The biggest threat to growth in composites comes from advances in competing material technology. Alloys of aluminum continue to be the mainstay when it comes to most of the aircraft models, while composites have found opportunities in larger aircraft platforms. Manufacturers of competing materials are also striving to develop next generation alloys that are expected to compete with composites on functionality. While aluminum alloys mainly compete with composites in structural applications, materials such as super alloys and titanium technologies are increasingly finding growth in aero-engine applications due to their superior tribological properties and thermal performance.
The commercial aerospace industry, which has largely been the driver for composites usage, is expected to grow at 5.5 percent through 2022. With a number of aerospace OEMs focusing on composite-intensive models, the demand in aerospace applications is likely to witness strong growth in the near term. The Boeing 787, Boeing 777X and Airbus A350 XWB will primarily lead this effort. In addition, the C-919 from the Commercial Aircraft Corporation of China, Ltd. (COMAC), which utilizes advanced composites for a big chunk of the body, will be an additional avenue for opportunities. In the longer term, composites also will be expected to find adoption in business/general aviation programs, which in comparison to the commercial aircraft programs previously mentioned are relatively smaller.
The Carbon Fiber Market
By Daniel Pichler, Managing Director of CarbConsult GmbH
In 2016, global demand for carbon fiber increased at a healthy rate of 12 percent to 70,000 metric tons, consistent with the growth rate over the previous two years. Over the last six to seven years, the growth rate has averaged a respectable 10 percent. Not surprisingly, markets driving that growth include aerospace, wind energy and new emerging applications in automotive. Depending on which forecast is used, those markets account for between 35,000 and 45,000 metric tons, and are all of a similar scale.

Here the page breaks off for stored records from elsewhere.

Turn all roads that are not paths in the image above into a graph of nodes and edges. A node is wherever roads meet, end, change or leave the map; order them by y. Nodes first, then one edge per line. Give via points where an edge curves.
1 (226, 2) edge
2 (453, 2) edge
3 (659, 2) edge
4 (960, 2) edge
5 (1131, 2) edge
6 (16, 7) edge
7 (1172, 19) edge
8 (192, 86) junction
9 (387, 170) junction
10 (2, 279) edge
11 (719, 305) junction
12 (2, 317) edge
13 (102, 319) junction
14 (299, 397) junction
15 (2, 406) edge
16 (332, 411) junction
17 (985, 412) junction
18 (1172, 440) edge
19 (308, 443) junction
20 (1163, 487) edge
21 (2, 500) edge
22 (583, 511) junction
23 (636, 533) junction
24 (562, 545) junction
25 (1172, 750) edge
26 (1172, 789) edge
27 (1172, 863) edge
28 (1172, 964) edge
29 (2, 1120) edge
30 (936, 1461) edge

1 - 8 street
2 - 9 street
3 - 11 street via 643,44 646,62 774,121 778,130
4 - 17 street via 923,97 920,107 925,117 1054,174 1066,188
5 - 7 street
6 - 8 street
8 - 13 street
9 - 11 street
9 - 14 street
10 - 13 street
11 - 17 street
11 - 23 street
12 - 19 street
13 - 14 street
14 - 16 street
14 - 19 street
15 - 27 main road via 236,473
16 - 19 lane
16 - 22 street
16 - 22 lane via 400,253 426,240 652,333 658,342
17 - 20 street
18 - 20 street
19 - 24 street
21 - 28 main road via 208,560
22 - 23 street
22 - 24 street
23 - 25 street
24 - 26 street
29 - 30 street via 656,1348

Many see high potential growth for carbon fiber applications in infrastructure and construction applications given the sheer volume of aging infrastructure in need of repair or retrofit in the U.S., as well as around the world. While infrastructure and construction applications account for only 5 percent of today’s market, the upside potential is significant.
The demand for pressure vessels could grow for the compressed natural gas (CNG) market, both for storage and transportation vehicles, and eventually for hydrogen storage tanks to power fuel cells. As the technology and economics to produce CFRP pressure vessels improves, this technology will be more attractive even at low to moderate energy prices.